Leaving out any pictures, transcribe every record exactly.

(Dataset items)

......

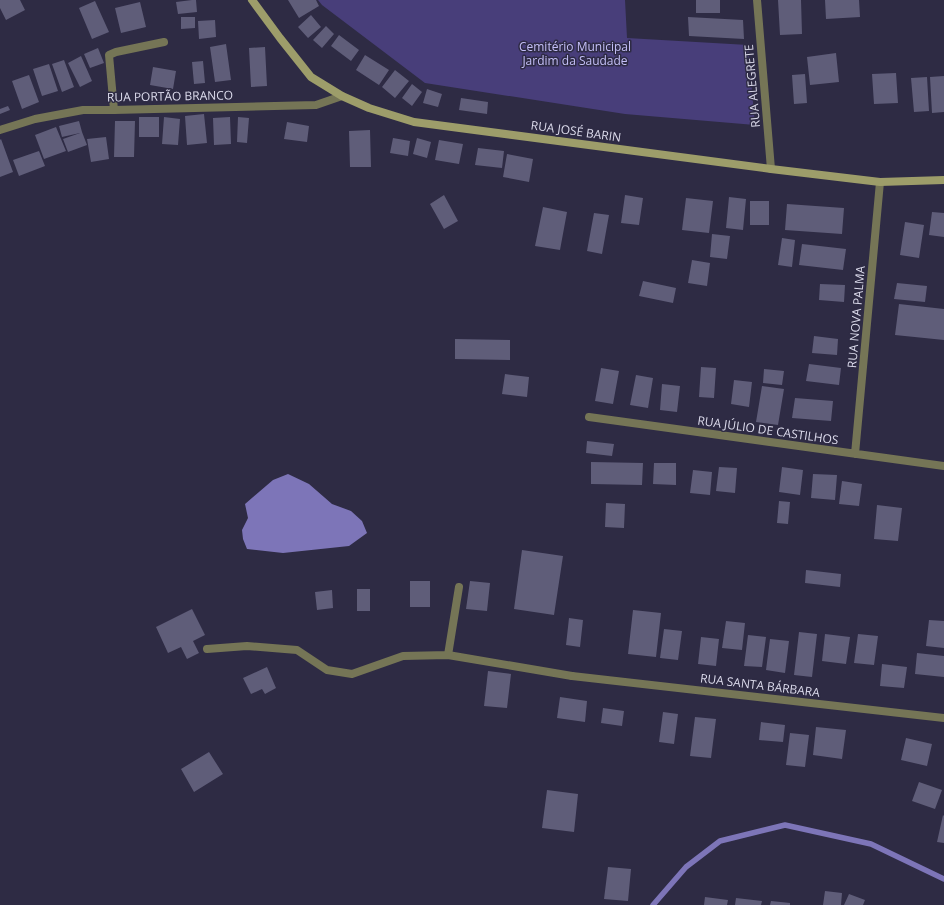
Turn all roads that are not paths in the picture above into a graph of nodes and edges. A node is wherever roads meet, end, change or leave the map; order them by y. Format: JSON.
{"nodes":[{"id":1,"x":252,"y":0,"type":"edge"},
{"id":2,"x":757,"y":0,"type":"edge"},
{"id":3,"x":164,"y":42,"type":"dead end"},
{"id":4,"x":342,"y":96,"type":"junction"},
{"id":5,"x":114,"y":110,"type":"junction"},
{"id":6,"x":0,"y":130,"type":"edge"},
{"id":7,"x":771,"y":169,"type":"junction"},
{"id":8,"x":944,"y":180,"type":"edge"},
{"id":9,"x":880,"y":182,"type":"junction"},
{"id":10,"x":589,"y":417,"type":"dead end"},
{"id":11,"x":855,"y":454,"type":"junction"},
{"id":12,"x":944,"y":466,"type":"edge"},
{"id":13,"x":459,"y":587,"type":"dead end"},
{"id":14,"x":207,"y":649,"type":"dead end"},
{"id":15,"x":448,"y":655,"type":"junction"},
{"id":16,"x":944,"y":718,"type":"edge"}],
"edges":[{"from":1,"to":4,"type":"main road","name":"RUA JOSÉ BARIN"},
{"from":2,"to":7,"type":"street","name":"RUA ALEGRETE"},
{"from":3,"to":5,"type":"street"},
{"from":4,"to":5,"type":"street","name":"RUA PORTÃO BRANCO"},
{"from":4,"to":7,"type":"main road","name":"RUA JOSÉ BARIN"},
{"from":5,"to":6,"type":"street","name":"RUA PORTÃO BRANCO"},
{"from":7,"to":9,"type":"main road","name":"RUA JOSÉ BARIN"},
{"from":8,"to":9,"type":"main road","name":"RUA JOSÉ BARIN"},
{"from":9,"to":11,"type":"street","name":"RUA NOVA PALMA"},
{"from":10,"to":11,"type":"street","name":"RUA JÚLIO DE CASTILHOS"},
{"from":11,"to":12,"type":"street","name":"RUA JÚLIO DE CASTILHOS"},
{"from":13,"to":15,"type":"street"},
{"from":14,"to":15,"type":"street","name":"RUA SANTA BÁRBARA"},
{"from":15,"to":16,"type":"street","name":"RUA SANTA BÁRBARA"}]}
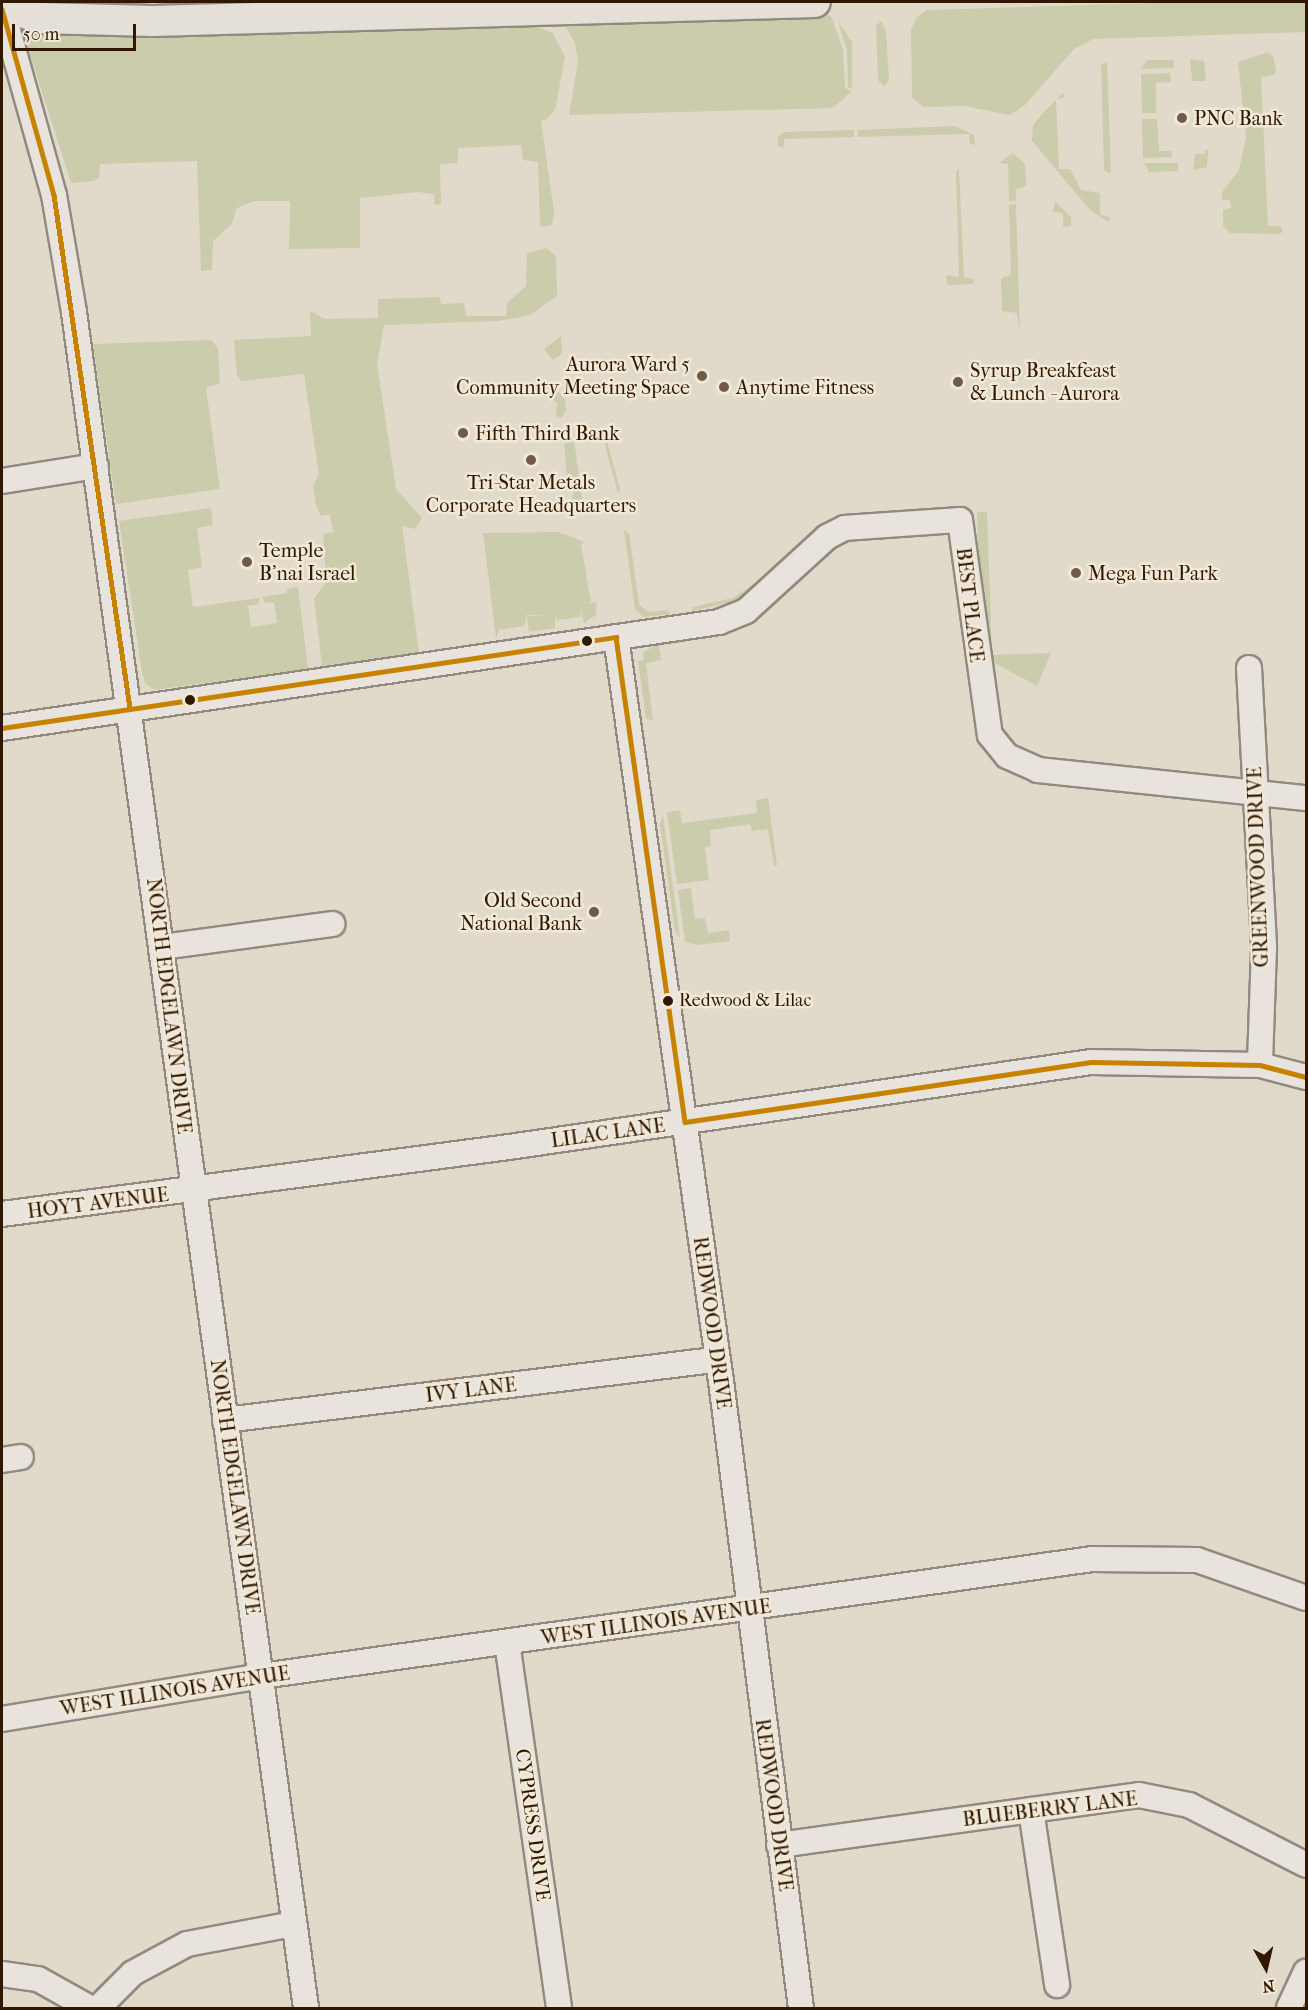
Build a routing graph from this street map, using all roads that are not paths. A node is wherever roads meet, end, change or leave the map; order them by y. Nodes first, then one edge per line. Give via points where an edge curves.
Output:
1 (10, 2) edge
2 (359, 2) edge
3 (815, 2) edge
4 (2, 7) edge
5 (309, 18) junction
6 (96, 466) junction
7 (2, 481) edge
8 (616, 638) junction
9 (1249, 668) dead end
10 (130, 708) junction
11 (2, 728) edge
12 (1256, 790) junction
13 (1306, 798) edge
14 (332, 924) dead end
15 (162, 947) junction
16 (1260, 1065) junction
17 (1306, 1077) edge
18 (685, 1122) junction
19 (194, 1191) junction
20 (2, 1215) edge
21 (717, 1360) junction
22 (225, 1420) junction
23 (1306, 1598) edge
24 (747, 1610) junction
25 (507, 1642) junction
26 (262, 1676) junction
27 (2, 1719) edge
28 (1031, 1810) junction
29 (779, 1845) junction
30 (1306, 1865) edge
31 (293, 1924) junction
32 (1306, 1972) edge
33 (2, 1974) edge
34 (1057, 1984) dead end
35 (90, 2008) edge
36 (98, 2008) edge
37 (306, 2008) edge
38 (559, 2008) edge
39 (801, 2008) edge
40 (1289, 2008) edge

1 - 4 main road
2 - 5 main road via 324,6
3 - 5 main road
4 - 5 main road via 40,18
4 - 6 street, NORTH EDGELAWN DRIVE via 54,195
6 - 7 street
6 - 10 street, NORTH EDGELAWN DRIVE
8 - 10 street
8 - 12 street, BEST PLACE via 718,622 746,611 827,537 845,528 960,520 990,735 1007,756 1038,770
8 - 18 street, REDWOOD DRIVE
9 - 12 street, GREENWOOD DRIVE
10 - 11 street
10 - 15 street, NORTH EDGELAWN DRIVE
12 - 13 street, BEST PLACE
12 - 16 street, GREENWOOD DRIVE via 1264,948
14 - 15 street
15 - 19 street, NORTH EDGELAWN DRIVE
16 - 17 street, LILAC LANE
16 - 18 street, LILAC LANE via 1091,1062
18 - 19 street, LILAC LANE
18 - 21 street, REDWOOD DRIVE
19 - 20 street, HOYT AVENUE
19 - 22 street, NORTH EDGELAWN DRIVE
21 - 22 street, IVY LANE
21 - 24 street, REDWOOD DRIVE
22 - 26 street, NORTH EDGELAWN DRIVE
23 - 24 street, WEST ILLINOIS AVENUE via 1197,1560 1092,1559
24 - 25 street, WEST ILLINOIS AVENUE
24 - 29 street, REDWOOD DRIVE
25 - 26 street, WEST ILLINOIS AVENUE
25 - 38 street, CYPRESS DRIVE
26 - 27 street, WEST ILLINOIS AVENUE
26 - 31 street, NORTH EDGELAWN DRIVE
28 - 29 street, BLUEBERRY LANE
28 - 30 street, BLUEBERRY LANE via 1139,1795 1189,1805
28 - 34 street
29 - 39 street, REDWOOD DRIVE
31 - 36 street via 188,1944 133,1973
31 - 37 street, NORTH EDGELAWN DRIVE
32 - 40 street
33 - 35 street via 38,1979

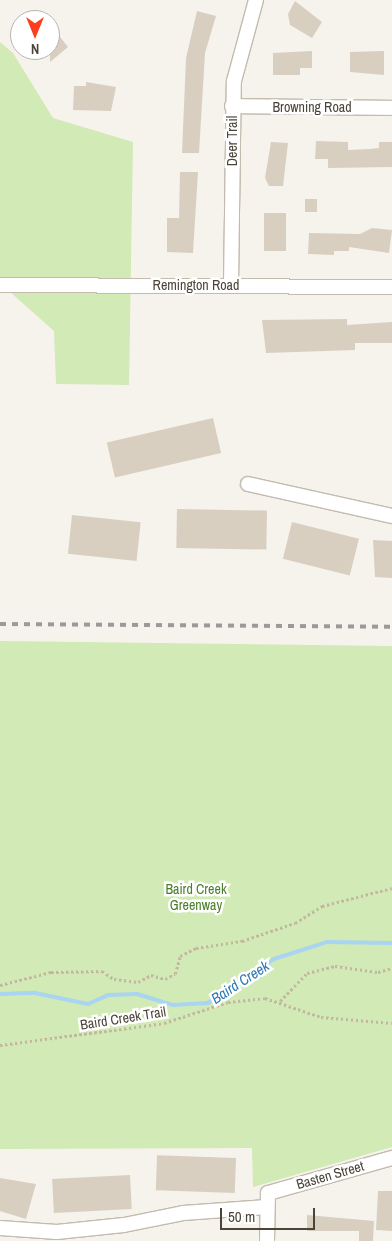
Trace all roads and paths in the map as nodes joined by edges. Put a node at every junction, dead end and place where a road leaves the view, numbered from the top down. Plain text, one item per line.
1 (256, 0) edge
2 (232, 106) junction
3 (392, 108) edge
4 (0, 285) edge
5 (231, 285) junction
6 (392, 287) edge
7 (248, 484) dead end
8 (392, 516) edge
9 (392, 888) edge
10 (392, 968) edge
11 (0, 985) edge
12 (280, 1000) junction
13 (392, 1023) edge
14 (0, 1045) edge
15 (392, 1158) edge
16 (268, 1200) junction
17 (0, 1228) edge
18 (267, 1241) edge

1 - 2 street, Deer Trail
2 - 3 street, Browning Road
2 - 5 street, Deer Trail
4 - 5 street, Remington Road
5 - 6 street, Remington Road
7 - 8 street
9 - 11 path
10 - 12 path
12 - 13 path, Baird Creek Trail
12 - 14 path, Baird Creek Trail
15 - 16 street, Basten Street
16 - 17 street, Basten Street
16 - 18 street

......

## [Reply]
Turn all roads that are not paths in the picture above into a graph of nodes and edges. A node is wherever roads meet, end, change or leave the map; order them by y. Format: JSON.
{"nodes":[{"id":1,"x":252,"y":0,"type":"edge"},
{"id":2,"x":757,"y":0,"type":"edge"},
{"id":3,"x":164,"y":42,"type":"dead end"},
{"id":4,"x":342,"y":96,"type":"junction"},
{"id":5,"x":114,"y":110,"type":"junction"},
{"id":6,"x":0,"y":130,"type":"edge"},
{"id":7,"x":771,"y":169,"type":"junction"},
{"id":8,"x":944,"y":180,"type":"edge"},
{"id":9,"x":880,"y":182,"type":"junction"},
{"id":10,"x":589,"y":417,"type":"dead end"},
{"id":11,"x":855,"y":454,"type":"junction"},
{"id":12,"x":944,"y":466,"type":"edge"},
{"id":13,"x":459,"y":587,"type":"dead end"},
{"id":14,"x":207,"y":649,"type":"dead end"},
{"id":15,"x":448,"y":655,"type":"junction"},
{"id":16,"x":944,"y":718,"type":"edge"}],
"edges":[{"from":1,"to":4,"type":"main road","name":"RUA JOSÉ BARIN"},
{"from":2,"to":7,"type":"street","name":"RUA ALEGRETE"},
{"from":3,"to":5,"type":"street"},
{"from":4,"to":5,"type":"street","name":"RUA PORTÃO BRANCO"},
{"from":4,"to":7,"type":"main road","name":"RUA JOSÉ BARIN"},
{"from":5,"to":6,"type":"street","name":"RUA PORTÃO BRANCO"},
{"from":7,"to":9,"type":"main road","name":"RUA JOSÉ BARIN"},
{"from":8,"to":9,"type":"main road","name":"RUA JOSÉ BARIN"},
{"from":9,"to":11,"type":"street","name":"RUA NOVA PALMA"},
{"from":10,"to":11,"type":"street","name":"RUA JÚLIO DE CASTILHOS"},
{"from":11,"to":12,"type":"street","name":"RUA JÚLIO DE CASTILHOS"},
{"from":13,"to":15,"type":"street"},
{"from":14,"to":15,"type":"street","name":"RUA SANTA BÁRBARA"},
{"from":15,"to":16,"type":"street","name":"RUA SANTA BÁRBARA"}]}
Build a routing graph from this street map, using all roads that are not paths. A node is wherever roads meet, end, change or leave the map; order them by y. Nodes first, then one edge per line. Give via points where an edge curves.
Output:
1 (10, 2) edge
2 (359, 2) edge
3 (815, 2) edge
4 (2, 7) edge
5 (309, 18) junction
6 (96, 466) junction
7 (2, 481) edge
8 (616, 638) junction
9 (1249, 668) dead end
10 (130, 708) junction
11 (2, 728) edge
12 (1256, 790) junction
13 (1306, 798) edge
14 (332, 924) dead end
15 (162, 947) junction
16 (1260, 1065) junction
17 (1306, 1077) edge
18 (685, 1122) junction
19 (194, 1191) junction
20 (2, 1215) edge
21 (717, 1360) junction
22 (225, 1420) junction
23 (1306, 1598) edge
24 (747, 1610) junction
25 (507, 1642) junction
26 (262, 1676) junction
27 (2, 1719) edge
28 (1031, 1810) junction
29 (779, 1845) junction
30 (1306, 1865) edge
31 (293, 1924) junction
32 (1306, 1972) edge
33 (2, 1974) edge
34 (1057, 1984) dead end
35 (90, 2008) edge
36 (98, 2008) edge
37 (306, 2008) edge
38 (559, 2008) edge
39 (801, 2008) edge
40 (1289, 2008) edge

1 - 4 main road
2 - 5 main road via 324,6
3 - 5 main road
4 - 5 main road via 40,18
4 - 6 street, NORTH EDGELAWN DRIVE via 54,195
6 - 7 street
6 - 10 street, NORTH EDGELAWN DRIVE
8 - 10 street
8 - 12 street, BEST PLACE via 718,622 746,611 827,537 845,528 960,520 990,735 1007,756 1038,770
8 - 18 street, REDWOOD DRIVE
9 - 12 street, GREENWOOD DRIVE
10 - 11 street
10 - 15 street, NORTH EDGELAWN DRIVE
12 - 13 street, BEST PLACE
12 - 16 street, GREENWOOD DRIVE via 1264,948
14 - 15 street
15 - 19 street, NORTH EDGELAWN DRIVE
16 - 17 street, LILAC LANE
16 - 18 street, LILAC LANE via 1091,1062
18 - 19 street, LILAC LANE
18 - 21 street, REDWOOD DRIVE
19 - 20 street, HOYT AVENUE
19 - 22 street, NORTH EDGELAWN DRIVE
21 - 22 street, IVY LANE
21 - 24 street, REDWOOD DRIVE
22 - 26 street, NORTH EDGELAWN DRIVE
23 - 24 street, WEST ILLINOIS AVENUE via 1197,1560 1092,1559
24 - 25 street, WEST ILLINOIS AVENUE
24 - 29 street, REDWOOD DRIVE
25 - 26 street, WEST ILLINOIS AVENUE
25 - 38 street, CYPRESS DRIVE
26 - 27 street, WEST ILLINOIS AVENUE
26 - 31 street, NORTH EDGELAWN DRIVE
28 - 29 street, BLUEBERRY LANE
28 - 30 street, BLUEBERRY LANE via 1139,1795 1189,1805
28 - 34 street
29 - 39 street, REDWOOD DRIVE
31 - 36 street via 188,1944 133,1973
31 - 37 street, NORTH EDGELAWN DRIVE
32 - 40 street
33 - 35 street via 38,1979

Trace all roads and paths in the map as nodes joined by edges. Put a node at every junction, dead end and place where a road leaves the view, numbered from the top down. Plain text, one item per line.
1 (256, 0) edge
2 (232, 106) junction
3 (392, 108) edge
4 (0, 285) edge
5 (231, 285) junction
6 (392, 287) edge
7 (248, 484) dead end
8 (392, 516) edge
9 (392, 888) edge
10 (392, 968) edge
11 (0, 985) edge
12 (280, 1000) junction
13 (392, 1023) edge
14 (0, 1045) edge
15 (392, 1158) edge
16 (268, 1200) junction
17 (0, 1228) edge
18 (267, 1241) edge

1 - 2 street, Deer Trail
2 - 3 street, Browning Road
2 - 5 street, Deer Trail
4 - 5 street, Remington Road
5 - 6 street, Remington Road
7 - 8 street
9 - 11 path
10 - 12 path
12 - 13 path, Baird Creek Trail
12 - 14 path, Baird Creek Trail
15 - 16 street, Basten Street
16 - 17 street, Basten Street
16 - 18 street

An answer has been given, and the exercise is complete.